**DATA LISTING**.
┏━━

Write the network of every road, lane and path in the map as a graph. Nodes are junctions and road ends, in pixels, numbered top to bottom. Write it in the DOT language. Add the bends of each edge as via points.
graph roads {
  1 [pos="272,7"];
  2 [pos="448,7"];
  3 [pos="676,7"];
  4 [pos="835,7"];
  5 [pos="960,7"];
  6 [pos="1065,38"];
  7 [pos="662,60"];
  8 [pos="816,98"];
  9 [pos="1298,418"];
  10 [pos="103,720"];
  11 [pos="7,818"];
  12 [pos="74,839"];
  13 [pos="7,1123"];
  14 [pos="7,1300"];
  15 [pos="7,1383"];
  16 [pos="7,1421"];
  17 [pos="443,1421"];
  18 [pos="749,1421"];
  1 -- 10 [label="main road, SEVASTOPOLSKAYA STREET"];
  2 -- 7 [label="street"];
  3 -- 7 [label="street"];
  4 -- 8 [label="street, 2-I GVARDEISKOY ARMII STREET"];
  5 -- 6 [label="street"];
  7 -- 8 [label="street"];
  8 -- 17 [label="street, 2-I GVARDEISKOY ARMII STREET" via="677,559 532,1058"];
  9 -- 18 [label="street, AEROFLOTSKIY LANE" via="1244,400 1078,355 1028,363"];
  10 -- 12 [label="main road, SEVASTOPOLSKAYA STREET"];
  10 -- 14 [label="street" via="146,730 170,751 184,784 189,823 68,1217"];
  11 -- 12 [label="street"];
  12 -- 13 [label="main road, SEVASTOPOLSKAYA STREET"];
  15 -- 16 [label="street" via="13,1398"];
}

┗━━

**EXERCISE INSTRUCTIONS**.
An exact copy of all the records is the only acceptable answer.

**SOLUTION**.
Write the network of every road, lane and path in the map as a graph. Nodes are junctions and road ends, in pixels, numbered top to bottom. Write it in the DOT language. Add the bends of each edge as via points.
graph roads {
  1 [pos="272,7"];
  2 [pos="448,7"];
  3 [pos="676,7"];
  4 [pos="835,7"];
  5 [pos="960,7"];
  6 [pos="1065,38"];
  7 [pos="662,60"];
  8 [pos="816,98"];
  9 [pos="1298,418"];
  10 [pos="103,720"];
  11 [pos="7,818"];
  12 [pos="74,839"];
  13 [pos="7,1123"];
  14 [pos="7,1300"];
  15 [pos="7,1383"];
  16 [pos="7,1421"];
  17 [pos="443,1421"];
  18 [pos="749,1421"];
  1 -- 10 [label="main road, SEVASTOPOLSKAYA STREET"];
  2 -- 7 [label="street"];
  3 -- 7 [label="street"];
  4 -- 8 [label="street, 2-I GVARDEISKOY ARMII STREET"];
  5 -- 6 [label="street"];
  7 -- 8 [label="street"];
  8 -- 17 [label="street, 2-I GVARDEISKOY ARMII STREET" via="677,559 532,1058"];
  9 -- 18 [label="street, AEROFLOTSKIY LANE" via="1244,400 1078,355 1028,363"];
  10 -- 12 [label="main road, SEVASTOPOLSKAYA STREET"];
  10 -- 14 [label="street" via="146,730 170,751 184,784 189,823 68,1217"];
  11 -- 12 [label="street"];
  12 -- 13 [label="main road, SEVASTOPOLSKAYA STREET"];
  15 -- 16 [label="street" via="13,1398"];
}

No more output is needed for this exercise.